» PROBLEM DETAILS
Keep only the lines of the data below that contain "Šumperská", and copy them.

Items from a dataset:
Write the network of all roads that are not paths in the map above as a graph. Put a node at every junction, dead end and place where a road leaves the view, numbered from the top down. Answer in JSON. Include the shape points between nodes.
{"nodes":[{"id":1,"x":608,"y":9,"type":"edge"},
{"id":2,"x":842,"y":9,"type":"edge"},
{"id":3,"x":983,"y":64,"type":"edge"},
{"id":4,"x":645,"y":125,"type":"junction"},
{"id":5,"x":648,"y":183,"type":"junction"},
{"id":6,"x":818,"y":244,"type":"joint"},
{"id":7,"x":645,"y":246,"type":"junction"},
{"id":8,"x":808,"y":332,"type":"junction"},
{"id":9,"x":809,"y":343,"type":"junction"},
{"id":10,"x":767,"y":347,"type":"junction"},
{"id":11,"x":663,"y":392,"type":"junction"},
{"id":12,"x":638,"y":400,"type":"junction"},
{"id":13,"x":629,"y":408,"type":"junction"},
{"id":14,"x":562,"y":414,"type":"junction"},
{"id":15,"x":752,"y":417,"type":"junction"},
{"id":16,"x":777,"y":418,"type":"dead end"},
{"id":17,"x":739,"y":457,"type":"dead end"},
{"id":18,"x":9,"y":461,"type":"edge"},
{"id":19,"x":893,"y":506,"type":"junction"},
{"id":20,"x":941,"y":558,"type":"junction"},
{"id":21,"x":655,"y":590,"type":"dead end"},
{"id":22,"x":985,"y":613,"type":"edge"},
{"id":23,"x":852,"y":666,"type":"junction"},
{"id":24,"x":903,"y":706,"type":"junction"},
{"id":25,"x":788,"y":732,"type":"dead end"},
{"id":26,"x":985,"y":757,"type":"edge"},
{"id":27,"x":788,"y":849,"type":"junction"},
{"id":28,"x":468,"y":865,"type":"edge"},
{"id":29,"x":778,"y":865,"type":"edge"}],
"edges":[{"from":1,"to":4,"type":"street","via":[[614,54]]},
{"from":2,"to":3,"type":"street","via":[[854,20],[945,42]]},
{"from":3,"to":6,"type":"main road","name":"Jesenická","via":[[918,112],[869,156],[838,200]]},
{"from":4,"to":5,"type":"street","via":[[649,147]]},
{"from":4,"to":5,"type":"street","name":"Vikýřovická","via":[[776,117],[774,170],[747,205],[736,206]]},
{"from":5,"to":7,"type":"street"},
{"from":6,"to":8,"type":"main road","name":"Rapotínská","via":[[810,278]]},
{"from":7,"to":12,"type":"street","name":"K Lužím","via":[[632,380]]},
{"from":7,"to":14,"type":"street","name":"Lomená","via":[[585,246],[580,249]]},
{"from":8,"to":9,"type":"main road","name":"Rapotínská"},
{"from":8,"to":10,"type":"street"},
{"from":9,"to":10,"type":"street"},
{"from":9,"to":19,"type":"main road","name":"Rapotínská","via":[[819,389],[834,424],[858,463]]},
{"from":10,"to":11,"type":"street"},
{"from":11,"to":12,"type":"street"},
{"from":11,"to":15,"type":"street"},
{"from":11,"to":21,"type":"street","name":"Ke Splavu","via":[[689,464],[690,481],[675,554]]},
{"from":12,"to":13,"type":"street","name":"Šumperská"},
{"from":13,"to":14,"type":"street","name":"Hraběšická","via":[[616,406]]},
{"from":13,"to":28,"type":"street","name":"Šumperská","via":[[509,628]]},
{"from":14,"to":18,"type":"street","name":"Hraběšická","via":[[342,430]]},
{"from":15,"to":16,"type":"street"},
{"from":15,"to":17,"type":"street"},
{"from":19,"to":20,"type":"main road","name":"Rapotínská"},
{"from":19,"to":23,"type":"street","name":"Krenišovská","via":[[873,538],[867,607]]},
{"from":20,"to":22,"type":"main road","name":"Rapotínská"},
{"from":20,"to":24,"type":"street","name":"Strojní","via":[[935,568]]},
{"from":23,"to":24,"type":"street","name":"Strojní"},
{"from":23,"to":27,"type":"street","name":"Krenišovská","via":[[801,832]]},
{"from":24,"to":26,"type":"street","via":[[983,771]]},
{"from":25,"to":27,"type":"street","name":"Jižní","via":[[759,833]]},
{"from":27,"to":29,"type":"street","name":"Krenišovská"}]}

» OUTPUT FOR THIS TASK
{"from":12,"to":13,"type":"street","name":"Šumperská"},
{"from":13,"to":28,"type":"street","name":"Šumperská","via":[[509,628]]},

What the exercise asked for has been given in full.